Hypertext and the World Wide Web

In the late 1980s, Berners-Lee, then a scientist at CERN, invented the World Wide Web to meet the demand for simple and immediate information-sharing among physicists working at CERN and different universities or institutes all over the world.

"HyperText is a way to link and access information of various kinds as a web of nodes in which the user can browse at will. It provides a single user-interface to large classes of information (reports, notes, data-bases, computer documentation and on-line help). We propose a simple scheme incorporating servers already available at CERN... A program which provides access to the hypertext world we call a browser... " Tim Berners-Lee , R. Cailliau. 12 November 1990, CERN.

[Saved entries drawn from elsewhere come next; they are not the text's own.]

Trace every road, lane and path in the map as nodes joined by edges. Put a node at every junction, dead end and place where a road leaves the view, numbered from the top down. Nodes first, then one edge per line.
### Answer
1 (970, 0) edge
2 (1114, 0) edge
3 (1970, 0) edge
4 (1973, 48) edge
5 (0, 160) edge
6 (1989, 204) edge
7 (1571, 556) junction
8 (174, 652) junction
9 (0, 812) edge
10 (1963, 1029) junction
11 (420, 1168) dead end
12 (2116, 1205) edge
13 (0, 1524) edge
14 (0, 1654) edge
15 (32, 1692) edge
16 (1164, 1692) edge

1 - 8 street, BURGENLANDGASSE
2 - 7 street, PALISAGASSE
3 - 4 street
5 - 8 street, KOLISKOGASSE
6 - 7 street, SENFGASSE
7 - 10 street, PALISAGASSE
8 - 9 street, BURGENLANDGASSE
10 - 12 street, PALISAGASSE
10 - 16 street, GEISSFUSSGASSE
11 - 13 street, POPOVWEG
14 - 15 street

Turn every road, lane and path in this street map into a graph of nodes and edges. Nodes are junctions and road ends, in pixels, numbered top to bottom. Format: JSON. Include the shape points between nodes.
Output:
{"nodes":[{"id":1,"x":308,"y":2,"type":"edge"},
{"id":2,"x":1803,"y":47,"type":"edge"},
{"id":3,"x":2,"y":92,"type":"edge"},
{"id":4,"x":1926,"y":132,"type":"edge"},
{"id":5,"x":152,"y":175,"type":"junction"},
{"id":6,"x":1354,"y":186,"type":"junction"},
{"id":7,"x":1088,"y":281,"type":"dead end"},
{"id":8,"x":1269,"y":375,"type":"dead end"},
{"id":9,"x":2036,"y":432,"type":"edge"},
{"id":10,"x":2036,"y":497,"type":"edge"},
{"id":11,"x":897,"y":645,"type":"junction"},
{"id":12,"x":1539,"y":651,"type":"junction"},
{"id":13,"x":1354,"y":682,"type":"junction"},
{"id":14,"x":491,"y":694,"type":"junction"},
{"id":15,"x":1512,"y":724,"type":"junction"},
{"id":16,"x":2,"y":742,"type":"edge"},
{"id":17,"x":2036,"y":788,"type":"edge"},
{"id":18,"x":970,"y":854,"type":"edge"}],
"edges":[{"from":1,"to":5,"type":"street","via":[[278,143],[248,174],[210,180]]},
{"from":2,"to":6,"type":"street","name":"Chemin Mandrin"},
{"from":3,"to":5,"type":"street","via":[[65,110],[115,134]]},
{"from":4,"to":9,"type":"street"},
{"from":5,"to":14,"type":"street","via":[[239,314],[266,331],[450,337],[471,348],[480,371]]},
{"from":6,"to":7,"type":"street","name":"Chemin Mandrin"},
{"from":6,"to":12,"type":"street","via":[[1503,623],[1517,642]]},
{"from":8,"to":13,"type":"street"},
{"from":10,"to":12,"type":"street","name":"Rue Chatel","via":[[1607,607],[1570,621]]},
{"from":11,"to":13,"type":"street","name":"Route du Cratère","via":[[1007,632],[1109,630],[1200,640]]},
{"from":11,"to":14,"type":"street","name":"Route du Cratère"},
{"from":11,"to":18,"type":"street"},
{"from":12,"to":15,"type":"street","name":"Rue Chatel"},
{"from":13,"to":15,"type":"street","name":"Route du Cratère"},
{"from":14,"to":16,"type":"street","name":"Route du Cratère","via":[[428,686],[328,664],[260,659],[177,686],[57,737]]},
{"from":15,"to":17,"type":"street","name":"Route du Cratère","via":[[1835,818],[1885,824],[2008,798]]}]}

In 1992, Lynx was born as an early Internet web browser. Its ability to provide hypertext links within documents that could reach into documents anywhere on the Internet began the creation of the Web on the Internet.

Early in 1993, the National Center for Supercomputing Applications (NCSA) at the University of Illinois released the first version of their Mosaic web browser to supplement the two existing web browsers: one that ran only on NeXTSTEP and one that was only minimally user-friendly. Because it could display and link graphics as well as text, Mosaic quickly became the replacement for Lynx. Mosaic ran in the X Window System environment, which was then popular in the research community, and offered usable window-based interactions. It allowed images as well as text to anchor hypertext links. It also incorporated other protocols intended to coordinate information across the Internet, such as Gopher.

After the release of web browsers for both the PC and Macintosh environments, traffic on the World Wide Web quickly exploded from only 500 known web servers in 1993 to over 10,000 in 1994. Thus, all earlier hypertext systems were overshadowed by the success of the Web, even though it originally lacked many features of those earlier systems, such as an easy way to edit what you were reading, typed links, backlinks, transclusion, and source tracking.

In 1995, Ward Cunningham made the first wiki available, making the Web more hypertextual by adding easy editing, and (within a single wiki) backlinks and limited source tracking. It also added the innovation of making it possible to link to pages that did not yet exist. Wiki developers continue to implement novel features as well as those developed or imagined in the early explorations of hypertext but not included in the original web.

The Firefox Add-On Hyperwords which has been developed in cooperation with Doug Engelbart[15] and Ted Nelson[16] gives Web surfers the ability to issue many commands on any text on the web, not only pre-written links—a return to what users could do 40 years earlier with Doug Engelbart's NLS.